• Saved data entries
------------------------------------------------
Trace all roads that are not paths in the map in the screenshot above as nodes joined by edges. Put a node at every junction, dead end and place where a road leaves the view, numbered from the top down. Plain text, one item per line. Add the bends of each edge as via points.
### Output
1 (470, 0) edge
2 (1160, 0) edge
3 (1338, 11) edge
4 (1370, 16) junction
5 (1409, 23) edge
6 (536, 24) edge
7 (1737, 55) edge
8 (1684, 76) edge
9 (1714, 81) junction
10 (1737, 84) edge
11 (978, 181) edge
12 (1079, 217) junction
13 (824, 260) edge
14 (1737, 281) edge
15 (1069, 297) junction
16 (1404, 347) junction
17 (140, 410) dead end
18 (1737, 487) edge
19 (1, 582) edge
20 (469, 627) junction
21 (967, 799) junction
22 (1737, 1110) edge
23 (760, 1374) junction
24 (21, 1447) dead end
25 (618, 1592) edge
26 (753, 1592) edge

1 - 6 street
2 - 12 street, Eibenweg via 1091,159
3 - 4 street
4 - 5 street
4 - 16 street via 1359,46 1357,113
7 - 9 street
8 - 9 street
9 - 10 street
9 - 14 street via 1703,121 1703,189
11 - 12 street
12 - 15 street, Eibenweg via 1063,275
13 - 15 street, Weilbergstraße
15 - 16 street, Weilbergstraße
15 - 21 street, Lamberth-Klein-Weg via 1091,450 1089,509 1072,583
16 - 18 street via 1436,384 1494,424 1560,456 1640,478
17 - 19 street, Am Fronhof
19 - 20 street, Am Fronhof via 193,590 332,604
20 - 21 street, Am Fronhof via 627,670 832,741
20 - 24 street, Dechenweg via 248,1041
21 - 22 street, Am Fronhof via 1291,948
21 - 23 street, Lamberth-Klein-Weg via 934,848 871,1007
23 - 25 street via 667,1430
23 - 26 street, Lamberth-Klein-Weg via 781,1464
------------------------------------------------
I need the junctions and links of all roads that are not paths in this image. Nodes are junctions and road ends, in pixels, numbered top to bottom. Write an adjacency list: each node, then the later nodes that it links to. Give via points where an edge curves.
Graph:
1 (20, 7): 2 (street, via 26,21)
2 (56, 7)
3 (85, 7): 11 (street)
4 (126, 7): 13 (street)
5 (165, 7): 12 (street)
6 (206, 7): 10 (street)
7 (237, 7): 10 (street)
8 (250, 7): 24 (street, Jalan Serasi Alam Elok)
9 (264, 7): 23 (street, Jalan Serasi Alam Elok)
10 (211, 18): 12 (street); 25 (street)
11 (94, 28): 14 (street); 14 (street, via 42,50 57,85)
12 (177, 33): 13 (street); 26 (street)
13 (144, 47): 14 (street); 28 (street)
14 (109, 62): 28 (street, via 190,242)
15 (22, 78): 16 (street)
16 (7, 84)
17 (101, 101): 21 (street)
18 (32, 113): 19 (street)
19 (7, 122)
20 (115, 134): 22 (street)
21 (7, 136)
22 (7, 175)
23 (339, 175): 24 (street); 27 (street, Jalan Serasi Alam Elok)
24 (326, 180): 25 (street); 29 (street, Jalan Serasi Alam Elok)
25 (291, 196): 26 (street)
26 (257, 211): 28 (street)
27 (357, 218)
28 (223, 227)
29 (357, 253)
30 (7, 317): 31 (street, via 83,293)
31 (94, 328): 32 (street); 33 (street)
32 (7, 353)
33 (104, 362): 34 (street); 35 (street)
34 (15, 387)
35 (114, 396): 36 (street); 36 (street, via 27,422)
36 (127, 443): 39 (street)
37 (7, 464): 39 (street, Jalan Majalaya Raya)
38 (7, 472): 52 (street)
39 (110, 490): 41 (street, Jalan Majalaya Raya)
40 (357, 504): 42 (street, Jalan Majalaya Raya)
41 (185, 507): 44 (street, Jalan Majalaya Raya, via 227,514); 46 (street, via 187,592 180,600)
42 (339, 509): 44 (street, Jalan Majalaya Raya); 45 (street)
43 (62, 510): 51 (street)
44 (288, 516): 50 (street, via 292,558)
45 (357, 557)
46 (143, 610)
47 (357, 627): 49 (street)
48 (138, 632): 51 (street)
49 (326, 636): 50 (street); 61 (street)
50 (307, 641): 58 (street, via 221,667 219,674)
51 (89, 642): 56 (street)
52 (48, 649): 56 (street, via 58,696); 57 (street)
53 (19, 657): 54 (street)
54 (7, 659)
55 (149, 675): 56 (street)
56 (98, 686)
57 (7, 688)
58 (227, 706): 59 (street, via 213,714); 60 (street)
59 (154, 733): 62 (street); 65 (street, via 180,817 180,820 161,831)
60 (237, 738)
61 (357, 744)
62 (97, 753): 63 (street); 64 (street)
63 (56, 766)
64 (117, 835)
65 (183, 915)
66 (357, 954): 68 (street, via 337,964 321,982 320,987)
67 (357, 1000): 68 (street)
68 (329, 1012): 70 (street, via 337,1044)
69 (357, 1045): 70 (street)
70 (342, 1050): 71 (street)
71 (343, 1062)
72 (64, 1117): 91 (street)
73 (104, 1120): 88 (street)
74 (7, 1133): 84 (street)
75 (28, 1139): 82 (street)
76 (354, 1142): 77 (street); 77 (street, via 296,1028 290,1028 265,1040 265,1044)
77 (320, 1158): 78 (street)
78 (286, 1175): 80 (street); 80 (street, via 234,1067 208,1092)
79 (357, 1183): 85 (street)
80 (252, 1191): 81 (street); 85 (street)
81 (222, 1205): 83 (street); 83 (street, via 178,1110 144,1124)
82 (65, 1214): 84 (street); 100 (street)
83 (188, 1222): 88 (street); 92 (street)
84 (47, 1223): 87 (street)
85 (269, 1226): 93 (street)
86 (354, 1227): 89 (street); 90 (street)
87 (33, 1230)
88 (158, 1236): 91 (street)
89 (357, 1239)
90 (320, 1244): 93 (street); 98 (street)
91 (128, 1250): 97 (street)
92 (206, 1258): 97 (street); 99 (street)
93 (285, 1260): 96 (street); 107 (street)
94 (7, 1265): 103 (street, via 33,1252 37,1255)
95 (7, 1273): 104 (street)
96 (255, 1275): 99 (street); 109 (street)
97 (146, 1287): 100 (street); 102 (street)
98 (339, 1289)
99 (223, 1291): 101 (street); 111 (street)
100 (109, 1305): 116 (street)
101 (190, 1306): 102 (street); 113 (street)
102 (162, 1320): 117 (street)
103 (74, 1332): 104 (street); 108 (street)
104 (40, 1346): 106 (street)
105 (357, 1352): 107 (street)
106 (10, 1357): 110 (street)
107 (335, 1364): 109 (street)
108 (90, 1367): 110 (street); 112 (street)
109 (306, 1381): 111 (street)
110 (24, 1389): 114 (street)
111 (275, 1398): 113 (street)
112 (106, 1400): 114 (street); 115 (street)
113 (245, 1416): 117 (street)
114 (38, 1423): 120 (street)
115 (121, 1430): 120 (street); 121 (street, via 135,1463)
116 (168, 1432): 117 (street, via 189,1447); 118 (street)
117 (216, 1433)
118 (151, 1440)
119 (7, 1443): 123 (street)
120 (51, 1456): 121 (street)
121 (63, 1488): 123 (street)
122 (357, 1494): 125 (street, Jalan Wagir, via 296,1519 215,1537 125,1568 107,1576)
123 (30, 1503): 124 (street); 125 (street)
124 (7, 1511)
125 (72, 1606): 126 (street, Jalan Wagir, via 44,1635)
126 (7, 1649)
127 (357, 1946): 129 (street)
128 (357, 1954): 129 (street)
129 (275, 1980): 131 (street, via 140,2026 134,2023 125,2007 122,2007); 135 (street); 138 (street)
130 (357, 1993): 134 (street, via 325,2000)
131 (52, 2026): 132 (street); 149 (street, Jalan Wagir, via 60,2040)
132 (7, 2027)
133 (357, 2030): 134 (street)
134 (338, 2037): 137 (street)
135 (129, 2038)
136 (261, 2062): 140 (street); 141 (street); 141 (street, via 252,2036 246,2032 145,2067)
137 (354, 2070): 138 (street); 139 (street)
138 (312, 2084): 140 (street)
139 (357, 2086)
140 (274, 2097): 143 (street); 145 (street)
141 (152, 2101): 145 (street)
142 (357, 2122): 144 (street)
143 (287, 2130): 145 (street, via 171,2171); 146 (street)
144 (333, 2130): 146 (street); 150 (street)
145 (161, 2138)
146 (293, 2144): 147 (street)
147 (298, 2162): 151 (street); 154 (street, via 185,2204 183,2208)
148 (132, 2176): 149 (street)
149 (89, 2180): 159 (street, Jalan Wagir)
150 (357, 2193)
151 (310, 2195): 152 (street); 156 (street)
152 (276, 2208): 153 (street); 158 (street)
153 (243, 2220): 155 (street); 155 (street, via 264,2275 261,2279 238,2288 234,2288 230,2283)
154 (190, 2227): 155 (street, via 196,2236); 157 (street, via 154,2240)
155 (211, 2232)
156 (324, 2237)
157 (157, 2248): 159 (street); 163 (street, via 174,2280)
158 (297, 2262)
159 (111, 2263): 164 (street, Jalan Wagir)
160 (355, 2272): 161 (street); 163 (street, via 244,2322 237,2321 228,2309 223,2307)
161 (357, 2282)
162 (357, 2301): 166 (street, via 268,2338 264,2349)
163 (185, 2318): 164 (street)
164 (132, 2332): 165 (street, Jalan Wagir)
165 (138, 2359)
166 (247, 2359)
------------------------------------------------
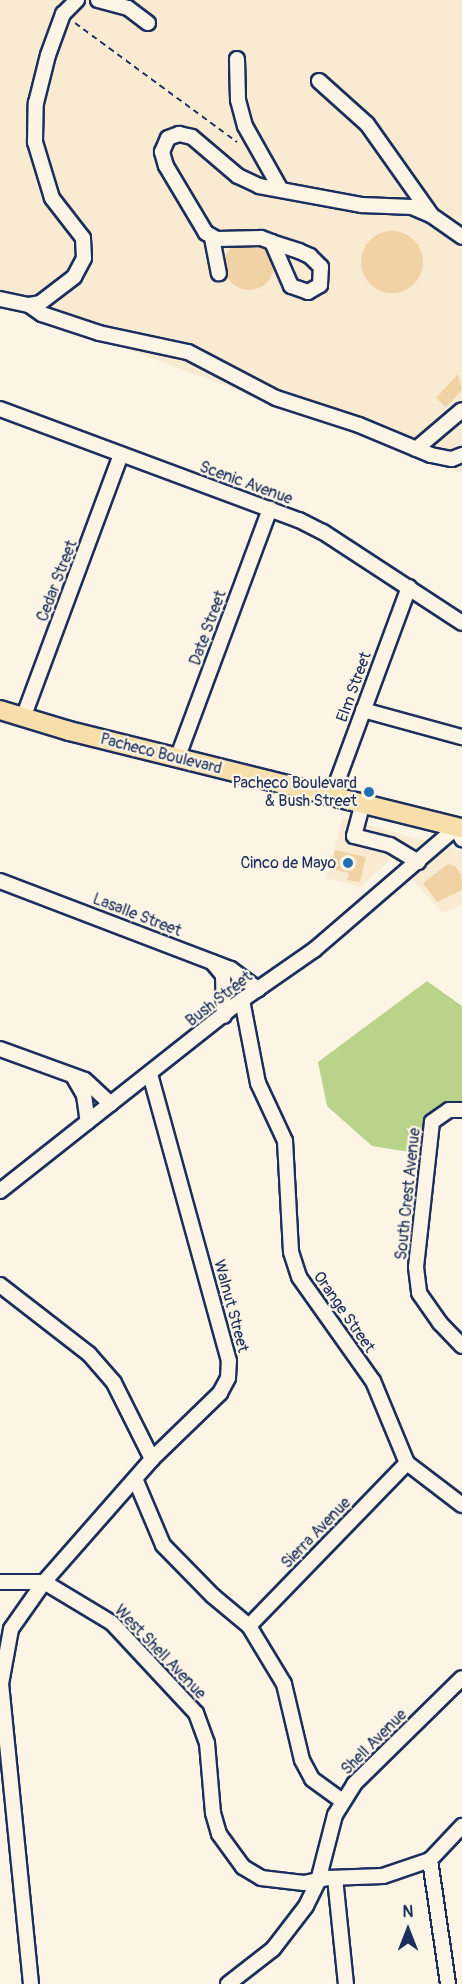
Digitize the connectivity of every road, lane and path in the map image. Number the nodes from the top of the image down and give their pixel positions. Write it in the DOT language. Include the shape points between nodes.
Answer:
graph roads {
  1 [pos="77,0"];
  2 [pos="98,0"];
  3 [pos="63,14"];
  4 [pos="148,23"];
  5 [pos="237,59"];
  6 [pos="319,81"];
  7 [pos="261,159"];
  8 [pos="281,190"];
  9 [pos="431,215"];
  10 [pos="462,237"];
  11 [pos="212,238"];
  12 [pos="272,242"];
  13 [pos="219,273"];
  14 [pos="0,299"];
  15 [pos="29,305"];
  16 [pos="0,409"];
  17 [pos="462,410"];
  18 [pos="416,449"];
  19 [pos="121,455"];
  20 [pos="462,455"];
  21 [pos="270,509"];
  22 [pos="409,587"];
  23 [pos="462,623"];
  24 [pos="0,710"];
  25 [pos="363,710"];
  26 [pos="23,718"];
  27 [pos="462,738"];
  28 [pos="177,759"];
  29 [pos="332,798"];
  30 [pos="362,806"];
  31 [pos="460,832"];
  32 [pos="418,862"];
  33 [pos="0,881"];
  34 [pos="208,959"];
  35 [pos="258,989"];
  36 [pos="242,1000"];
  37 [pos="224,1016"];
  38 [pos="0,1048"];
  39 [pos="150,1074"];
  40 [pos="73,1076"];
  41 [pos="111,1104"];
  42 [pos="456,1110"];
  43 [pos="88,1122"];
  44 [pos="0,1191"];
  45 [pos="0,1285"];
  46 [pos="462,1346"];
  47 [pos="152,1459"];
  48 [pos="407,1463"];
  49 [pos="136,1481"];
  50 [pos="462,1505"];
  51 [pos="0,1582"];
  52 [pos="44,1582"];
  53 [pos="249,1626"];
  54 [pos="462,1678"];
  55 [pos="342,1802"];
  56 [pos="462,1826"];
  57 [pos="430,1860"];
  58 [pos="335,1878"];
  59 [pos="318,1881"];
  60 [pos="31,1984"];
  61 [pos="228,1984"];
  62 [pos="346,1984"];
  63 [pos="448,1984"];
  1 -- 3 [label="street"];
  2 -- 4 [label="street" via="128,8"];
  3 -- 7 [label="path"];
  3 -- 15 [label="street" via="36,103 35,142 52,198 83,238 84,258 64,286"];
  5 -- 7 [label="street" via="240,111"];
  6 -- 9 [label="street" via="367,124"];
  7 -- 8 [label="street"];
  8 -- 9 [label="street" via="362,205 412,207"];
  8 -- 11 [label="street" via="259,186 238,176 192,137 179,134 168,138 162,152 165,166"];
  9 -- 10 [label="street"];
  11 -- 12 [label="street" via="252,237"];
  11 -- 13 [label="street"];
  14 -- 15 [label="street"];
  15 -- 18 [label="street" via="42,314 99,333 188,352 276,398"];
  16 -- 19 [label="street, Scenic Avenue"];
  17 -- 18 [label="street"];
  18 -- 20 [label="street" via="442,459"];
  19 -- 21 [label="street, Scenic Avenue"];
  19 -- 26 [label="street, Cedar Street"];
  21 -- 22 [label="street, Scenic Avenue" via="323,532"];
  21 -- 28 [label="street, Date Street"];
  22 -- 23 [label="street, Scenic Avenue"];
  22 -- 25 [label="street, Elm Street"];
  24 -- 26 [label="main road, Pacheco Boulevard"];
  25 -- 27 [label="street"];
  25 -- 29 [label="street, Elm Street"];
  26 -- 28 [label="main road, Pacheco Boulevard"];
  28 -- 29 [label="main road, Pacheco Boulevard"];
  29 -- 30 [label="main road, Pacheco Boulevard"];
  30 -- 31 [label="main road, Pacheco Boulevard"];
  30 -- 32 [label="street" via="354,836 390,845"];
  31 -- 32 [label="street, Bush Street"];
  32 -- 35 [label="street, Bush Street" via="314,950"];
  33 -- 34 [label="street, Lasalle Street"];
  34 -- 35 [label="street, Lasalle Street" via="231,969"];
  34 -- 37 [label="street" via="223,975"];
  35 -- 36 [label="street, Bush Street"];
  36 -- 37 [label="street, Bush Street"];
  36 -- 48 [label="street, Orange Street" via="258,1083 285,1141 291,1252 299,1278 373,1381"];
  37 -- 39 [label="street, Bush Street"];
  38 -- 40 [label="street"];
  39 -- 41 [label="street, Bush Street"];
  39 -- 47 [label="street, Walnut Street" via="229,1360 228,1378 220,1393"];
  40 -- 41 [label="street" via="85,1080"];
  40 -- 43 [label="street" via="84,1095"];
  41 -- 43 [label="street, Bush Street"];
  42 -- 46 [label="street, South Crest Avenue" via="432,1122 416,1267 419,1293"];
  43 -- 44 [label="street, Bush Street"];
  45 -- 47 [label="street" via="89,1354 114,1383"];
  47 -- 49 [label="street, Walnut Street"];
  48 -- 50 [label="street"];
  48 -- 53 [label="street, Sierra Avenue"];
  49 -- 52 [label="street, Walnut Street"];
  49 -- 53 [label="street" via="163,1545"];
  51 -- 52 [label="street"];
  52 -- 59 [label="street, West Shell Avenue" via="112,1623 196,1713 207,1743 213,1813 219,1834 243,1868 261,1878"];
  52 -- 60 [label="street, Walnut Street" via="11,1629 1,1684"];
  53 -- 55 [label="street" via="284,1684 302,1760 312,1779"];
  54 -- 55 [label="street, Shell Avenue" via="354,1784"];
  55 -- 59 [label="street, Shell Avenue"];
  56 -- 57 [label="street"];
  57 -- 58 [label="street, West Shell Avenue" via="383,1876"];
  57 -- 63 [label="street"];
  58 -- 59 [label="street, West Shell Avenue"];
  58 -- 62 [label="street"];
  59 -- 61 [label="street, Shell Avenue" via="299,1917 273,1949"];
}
------------------------------------------------
• INSTRUCTIONS TO FOLLOW
Each line of the entries that contains the word "points" should be listed.

• ANSWER BOX
Trace all roads that are not paths in the map in the screenshot above as nodes joined by edges. Put a node at every junction, dead end and place where a road leaves the view, numbered from the top down. Plain text, one item per line. Add the bends of each edge as via points.
I need the junctions and links of all roads that are not paths in this image. Nodes are junctions and road ends, in pixels, numbered top to bottom. Write an adjacency list: each node, then the later nodes that it links to. Give via points where an edge curves.
Digitize the connectivity of every road, lane and path in the map image. Number the nodes from the top of the image down and give their pixel positions. Write it in the DOT language. Include the shape points between nodes.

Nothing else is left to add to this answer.